Louis was crowned king when he was only 12 years old. His mother, however, was entrusted with the actual government of the kingdom during his minority. Meanwhile, Louis was being educated in all the duties of a Christian prince. Among his instructors there were several Franciscan friars, and later on the young king himself joined the Third Order of St. Francis.
Louis had governed his kingdom for several years in his own name, when he vowed, in the course of a serious illness, that if he would recover, he would make a crusade to the Holy Land, to wrest the holy places from the hands of the infidels. Upon regaining his health he at once carried out his vow. He took the fortress of Damietta from the Saracens, but was taken captive after his army had been weakened by an epidemic.
After he had borne the sufferings of a prisoner of the infidels for several months with holy serenity, the terms for his release were submitted to him; but there was attached to these terms an oath, that if he did not fulfill them, he would deny Christ and the Christian religion. The holy king replied: "Such blasphemous words shall never cross my lips." They threatened him with death. "Very well," he said, "you may kill my body, but you will never kill my soul." Filled with admiration at his steadfast courage, the finally released him without objectionable condition. After securing many other terms favorable to the Christians, he was obliged to return to France, since his mother had died in the meantime.
In the government of his kingdom, Louis proved how profitable piety is in every respect. He promoted the welfare of the country and his people in a remarkable manner. His life as a Christian and as a Christian father was so exemplary that he has been found worthy to be chosen as the patron and model of Tertiaries. The most important principal of his life was the observance of the laws of God under all circumstances. His biographer assures us that he never lost his baptismal innocence by mortal sin. He himself set such store by the grace of baptism that, in confidential letters, he took pleasure in signing himself "Louis of Poissy," because it was in the parish church there that he had been baptized.
Louis never tolerated cursing or sinful conversation either among the servants or among the courtiers; and never was he heard to utter an unkind or impatient word. he wished to avoid all unnecessary pomp and luxury at court, so that more help could be rendered to the poor, of whom he personally fed and served several hundred. His wardrobe was as simple as it could fittingly be, and at all times he wore the insignia of the Third Order under his outer garments. On special occasions he publicly wore the habit of the Tertiaries.
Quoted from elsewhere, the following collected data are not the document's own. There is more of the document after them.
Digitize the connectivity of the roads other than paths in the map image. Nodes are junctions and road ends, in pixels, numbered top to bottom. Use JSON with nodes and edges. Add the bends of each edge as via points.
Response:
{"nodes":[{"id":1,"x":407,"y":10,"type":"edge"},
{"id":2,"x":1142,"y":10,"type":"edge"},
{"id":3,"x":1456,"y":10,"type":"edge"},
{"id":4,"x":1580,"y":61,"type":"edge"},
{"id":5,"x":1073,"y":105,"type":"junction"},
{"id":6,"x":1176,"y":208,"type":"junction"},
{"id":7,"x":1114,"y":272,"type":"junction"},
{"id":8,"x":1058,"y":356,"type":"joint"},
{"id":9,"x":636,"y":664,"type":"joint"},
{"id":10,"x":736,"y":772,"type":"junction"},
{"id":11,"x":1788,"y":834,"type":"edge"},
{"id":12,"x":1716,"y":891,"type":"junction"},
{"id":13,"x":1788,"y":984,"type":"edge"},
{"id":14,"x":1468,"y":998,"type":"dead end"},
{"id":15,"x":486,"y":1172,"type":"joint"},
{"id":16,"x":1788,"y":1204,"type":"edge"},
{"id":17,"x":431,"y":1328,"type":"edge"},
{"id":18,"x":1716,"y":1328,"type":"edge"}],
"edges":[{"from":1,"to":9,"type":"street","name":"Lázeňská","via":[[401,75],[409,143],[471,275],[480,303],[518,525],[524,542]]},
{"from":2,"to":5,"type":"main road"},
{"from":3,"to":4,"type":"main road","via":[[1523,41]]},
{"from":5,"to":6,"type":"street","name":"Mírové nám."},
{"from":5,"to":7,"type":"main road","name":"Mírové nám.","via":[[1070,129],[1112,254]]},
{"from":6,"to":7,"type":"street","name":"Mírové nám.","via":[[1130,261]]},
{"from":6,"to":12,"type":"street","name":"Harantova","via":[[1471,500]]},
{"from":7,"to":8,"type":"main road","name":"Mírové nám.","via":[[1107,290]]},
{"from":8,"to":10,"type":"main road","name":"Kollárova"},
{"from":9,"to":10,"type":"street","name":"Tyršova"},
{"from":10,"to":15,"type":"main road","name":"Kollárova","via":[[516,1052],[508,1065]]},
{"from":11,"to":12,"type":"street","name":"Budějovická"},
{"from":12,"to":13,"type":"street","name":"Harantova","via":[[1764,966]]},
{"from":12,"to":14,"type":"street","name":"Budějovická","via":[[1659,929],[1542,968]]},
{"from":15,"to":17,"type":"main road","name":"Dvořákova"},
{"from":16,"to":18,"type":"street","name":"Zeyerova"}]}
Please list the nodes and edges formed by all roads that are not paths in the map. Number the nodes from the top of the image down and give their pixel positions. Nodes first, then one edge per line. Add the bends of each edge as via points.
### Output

In order to curb sensuality he not only observed all the fasts of the Church with unusual severity, but denied himself certain food for which he had a special craving. He was a most solicitous father to the 11 children with which God blessed his marriage. He himself prayed with them daily, examined them in the lessons they had learned, guided them in the performance of the works of Christian charity, and in his will bequeathed to them the most beautiful instructions.
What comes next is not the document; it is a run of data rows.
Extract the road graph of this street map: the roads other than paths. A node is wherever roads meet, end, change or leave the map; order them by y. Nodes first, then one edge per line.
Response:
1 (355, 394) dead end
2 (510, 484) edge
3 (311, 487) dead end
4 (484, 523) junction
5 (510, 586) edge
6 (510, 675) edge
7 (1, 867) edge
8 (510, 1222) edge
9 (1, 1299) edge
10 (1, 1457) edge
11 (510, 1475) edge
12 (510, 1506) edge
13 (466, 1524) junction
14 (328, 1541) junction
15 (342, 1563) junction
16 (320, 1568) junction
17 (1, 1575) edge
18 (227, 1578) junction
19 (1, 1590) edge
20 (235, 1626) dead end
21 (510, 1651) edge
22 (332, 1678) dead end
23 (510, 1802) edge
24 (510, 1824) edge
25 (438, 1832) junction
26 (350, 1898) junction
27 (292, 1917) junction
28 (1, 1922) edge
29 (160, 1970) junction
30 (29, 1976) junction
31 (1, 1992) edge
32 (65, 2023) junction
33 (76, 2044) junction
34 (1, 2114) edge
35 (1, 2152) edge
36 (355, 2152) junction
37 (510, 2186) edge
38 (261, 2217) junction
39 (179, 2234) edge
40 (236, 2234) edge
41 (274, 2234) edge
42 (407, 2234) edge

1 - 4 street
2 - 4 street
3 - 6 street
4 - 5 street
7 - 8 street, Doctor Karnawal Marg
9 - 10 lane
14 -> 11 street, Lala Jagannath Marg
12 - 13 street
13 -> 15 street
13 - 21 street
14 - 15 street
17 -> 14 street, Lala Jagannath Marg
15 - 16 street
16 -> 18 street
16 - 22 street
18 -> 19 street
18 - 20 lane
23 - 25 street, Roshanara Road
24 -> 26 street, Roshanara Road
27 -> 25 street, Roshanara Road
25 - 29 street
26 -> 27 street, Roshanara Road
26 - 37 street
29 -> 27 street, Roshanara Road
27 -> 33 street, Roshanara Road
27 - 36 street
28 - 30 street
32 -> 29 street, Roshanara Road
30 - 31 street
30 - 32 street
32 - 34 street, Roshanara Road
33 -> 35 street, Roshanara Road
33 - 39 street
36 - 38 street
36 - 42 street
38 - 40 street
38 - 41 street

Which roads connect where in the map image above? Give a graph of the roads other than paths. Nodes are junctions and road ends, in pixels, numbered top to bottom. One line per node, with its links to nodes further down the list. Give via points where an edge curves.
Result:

He fostered special devotion to the sufferings of Christ; and it was a great consolation for him when he gained possession of the Crown of Thorns, for the preservation of which he had the magnificent Holy Chapel built in Paris. When serious complaints concerning the oppression of the Christians in the Holy Land reached his ears, he undertook a second crusade in 1270, but on the way he died of the plague, contracted while visiting his sick soldiers.
Amid exclamations of holy joy because he was going into the house of the Lord, he surrendered his soul to God on August 25. St. Louis was canonized by Pope Boniface VIII in 1297.
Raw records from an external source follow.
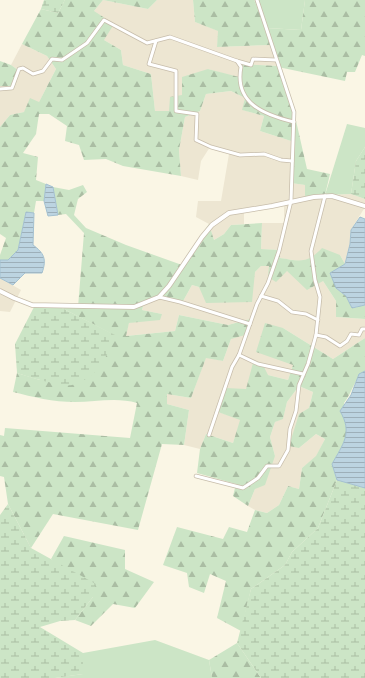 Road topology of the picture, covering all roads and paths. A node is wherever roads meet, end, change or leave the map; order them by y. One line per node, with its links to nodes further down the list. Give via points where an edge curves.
1 (257, 0): 3 (street)
2 (156, 41): 4 (street, via 170,37); 5 (street, via 147,42 104,20 87,43 62,60 52,59 43,71 33,74 23,68 19,69 12,88); 7 (street, via 149,64 176,71 176,111 197,114 196,140 211,148 240,155 264,154)
3 (276, 60): 4 (street, via 253,59 251,65); 6 (street, via 294,112)
4 (237, 61): 6 (street, via 241,67 239,79 243,96 270,116)
5 (0, 90)
6 (294, 122): 7 (street)
7 (292, 161): 9 (street)
8 (325, 196): 9 (street); 10 (street); 14 (street, via 311,251 320,297)
9 (291, 201): 12 (street, via 279,251); 13 (street, via 234,211 222,217 202,237)
10 (365, 206)
11 (0, 291): 13 (street, via 23,302 39,306 134,307)
12 (261, 296): 14 (street, via 278,301 292,312 306,314); 15 (street)
13 (159, 297): 15 (street)
14 (318, 320): 17 (street)
15 (250, 324): 18 (street)
16 (365, 329): 17 (street, via 359,334 351,334 340,346 326,337)
17 (316, 335): 19 (street)
18 (239, 355): 19 (street, via 258,364); 20 (street, via 232,367)
19 (303, 374): 21 (street, via 296,395 296,412 290,429 288,450 281,464 267,466 258,478 243,488)
20 (210, 435)
21 (196, 476) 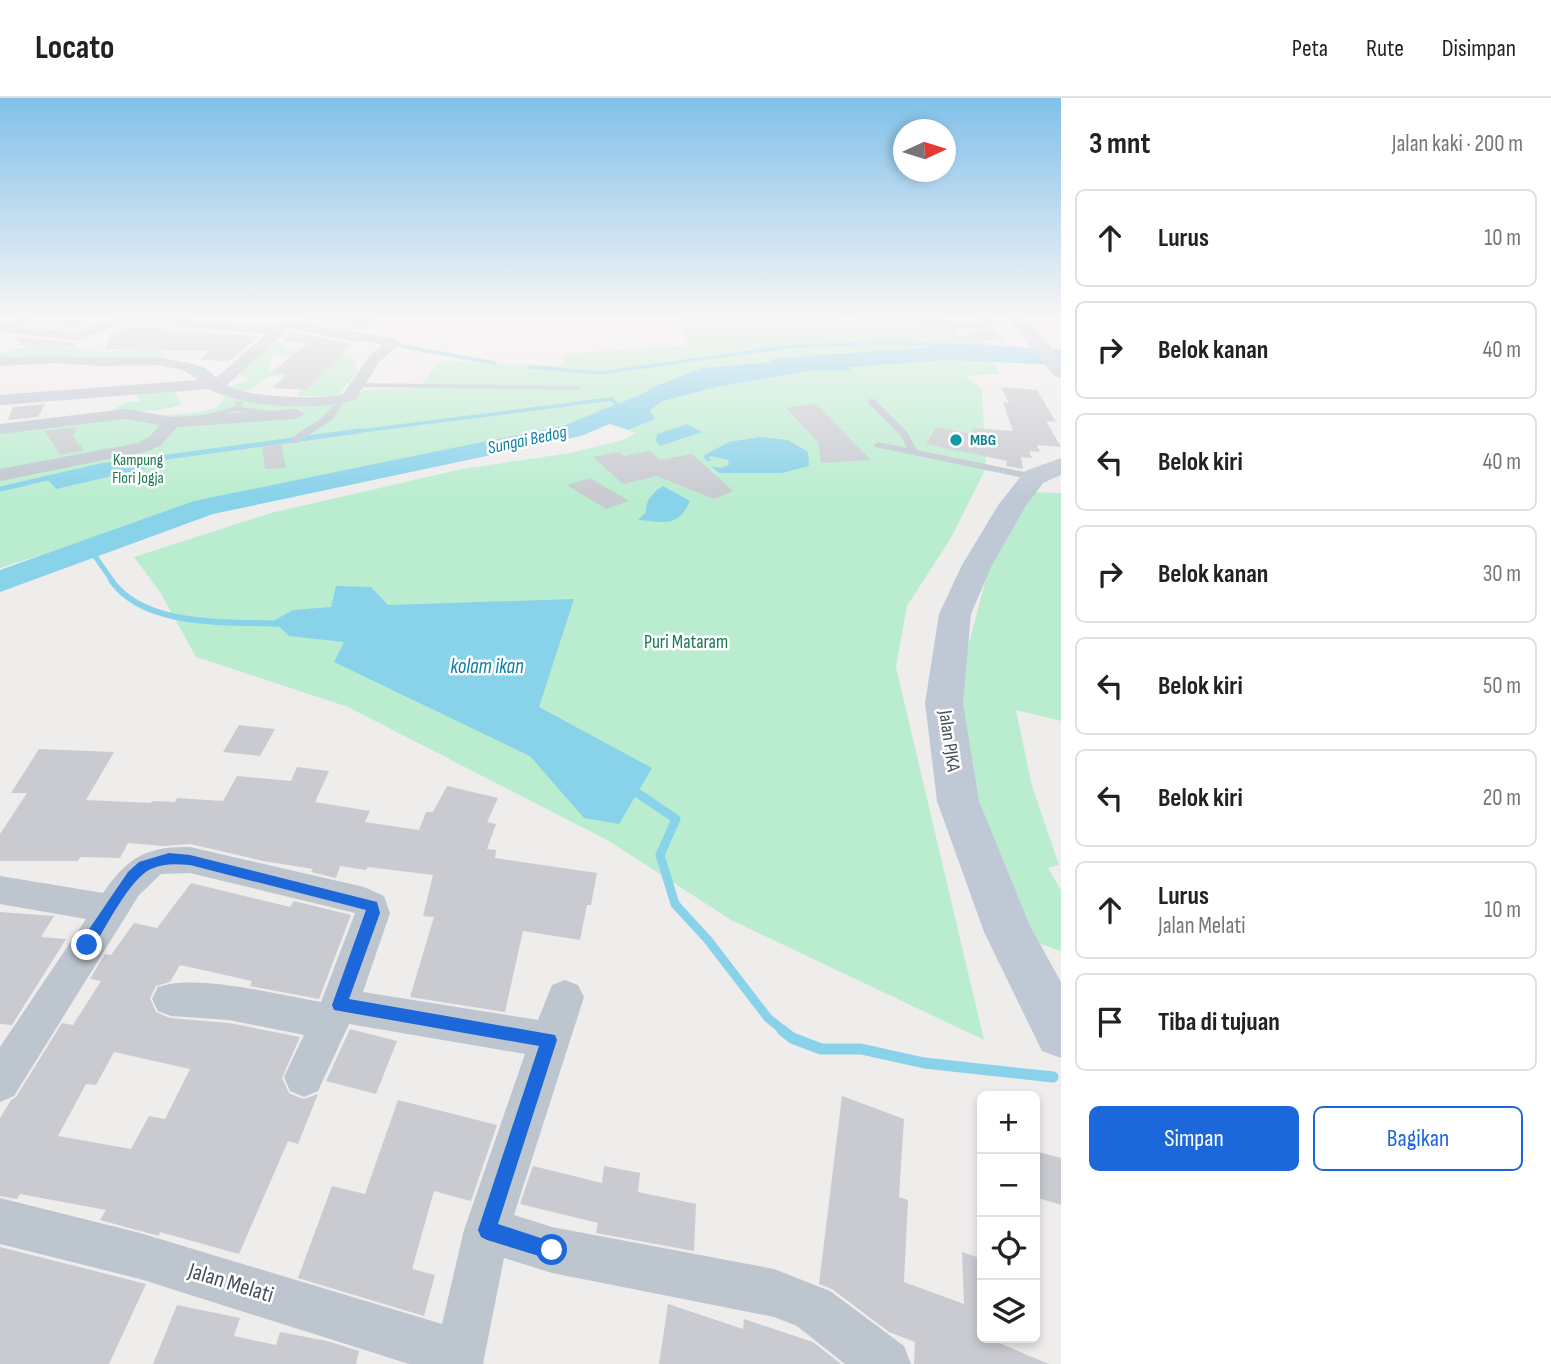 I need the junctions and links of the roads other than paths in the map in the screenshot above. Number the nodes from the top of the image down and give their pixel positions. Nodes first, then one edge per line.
1 (202, 377) edge
2 (224, 377) edge
3 (362, 377) edge
4 (356, 385) junction
5 (214, 386) junction
6 (577, 388) dead end
7 (56, 395) junction
8 (0, 400) edge
9 (871, 401) dead end
10 (240, 402) junction
11 (336, 402) junction
12 (299, 413) junction
13 (196, 418) junction
14 (172, 422) junction
15 (42, 425) junction
16 (0, 429) edge
17 (294, 441) dead end
18 (878, 445) dead end
19 (913, 452) junction
20 (1047, 472) edge
21 (0, 475) edge
22 (0, 890) edge
23 (111, 909) junction
24 (565, 997) dead end
25 (171, 999) dead end
26 (335, 1013) junction
27 (1061, 1033) edge
28 (549, 1040) junction
29 (304, 1077) dead end
30 (0, 1082) edge
31 (0, 1221) edge
32 (487, 1230) junction
33 (459, 1360) edge
34 (886, 1364) edge

1 - 5 street
2 - 5 street
3 - 4 street
4 - 6 lane
4 - 11 street
5 - 7 street
5 - 10 street
7 - 8 street
7 - 15 street
9 - 19 lane
10 - 11 street
10 - 12 lane
10 - 13 lane
11 - 12 street
11 - 17 lane
12 - 13 street
13 - 14 street
14 - 15 street
14 - 21 street
15 - 16 street
18 - 19 lane
19 - 20 lane
20 - 27 main road, Jalan PJKA
22 - 23 street
23 - 26 street
23 - 30 street
24 - 28 street
25 - 26 street
26 - 28 street
26 - 29 street
28 - 32 street
31 - 33 street, Jalan Melati
32 - 33 street
32 - 34 street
MORTAL SIN IS THE GREATEST EVIL1. "Death rather than a mortal sin!" St. Louis frequently said these words when he recalled what his mother had told him. He was right, because mortal sin is worse than death. It is the greatest evil in the world because it means the loss of the greatest good, which is God Himself. He who commits a mortal sin, that is, violates one of God's commandments in an important matter with full knowledge and free consent, even if it be only in thought, hears God's threaten him with His displeasure, and still he says: "I will not obey." He separates himself from God, falls from grace, and is changed from an object of the love of God, into an object of hatred: "The Highest hates sinners" (Eccli 12:7). -- Can we think of a greater evil than this?2. Consider how King St. Louis actually carried out the greatest principle of his life in his conduct. He preferred to remain a prisoner of the Saracens, which included loss of his kingdom and even his own life, rather than take a blasphemous oath. No material loss can compare with the loss of God, whereas every temporal suffering is quite bearable if we remain in the grace of God; in fact, it becomes sweet if we bear it because we do not want to offend God. But to offend God in order to escape material suffering means to cast oneself into the greatest suffering. "Your apostasy shall rebuke you, and you shall know and see that it is an evil and bitter thing for you to have left the Lord, your God" (Jer 2:19). -- Therefore, say frequently: "Death rather than mortal sin!"3. Consider that St. Louis could not have been happy in the possession of his kingdom if he had been obliged to reclaim it by a blasphemous oath. Can a Christian enjoy temporal goods and honors if he must admit that his claim to them was bought at the price of mortal sin? Can he really accept them while he is confronted with the outlook that the next moment can cast him into eternal hell fire? No more than Damocles could enjoy the grand banquet when he saw over his head a drawn sword suspended by a hair. Surely it is better to die with St. Louis in a strange country among the plague-stricken, and to make the sacrifice of one's life in the practice of charity.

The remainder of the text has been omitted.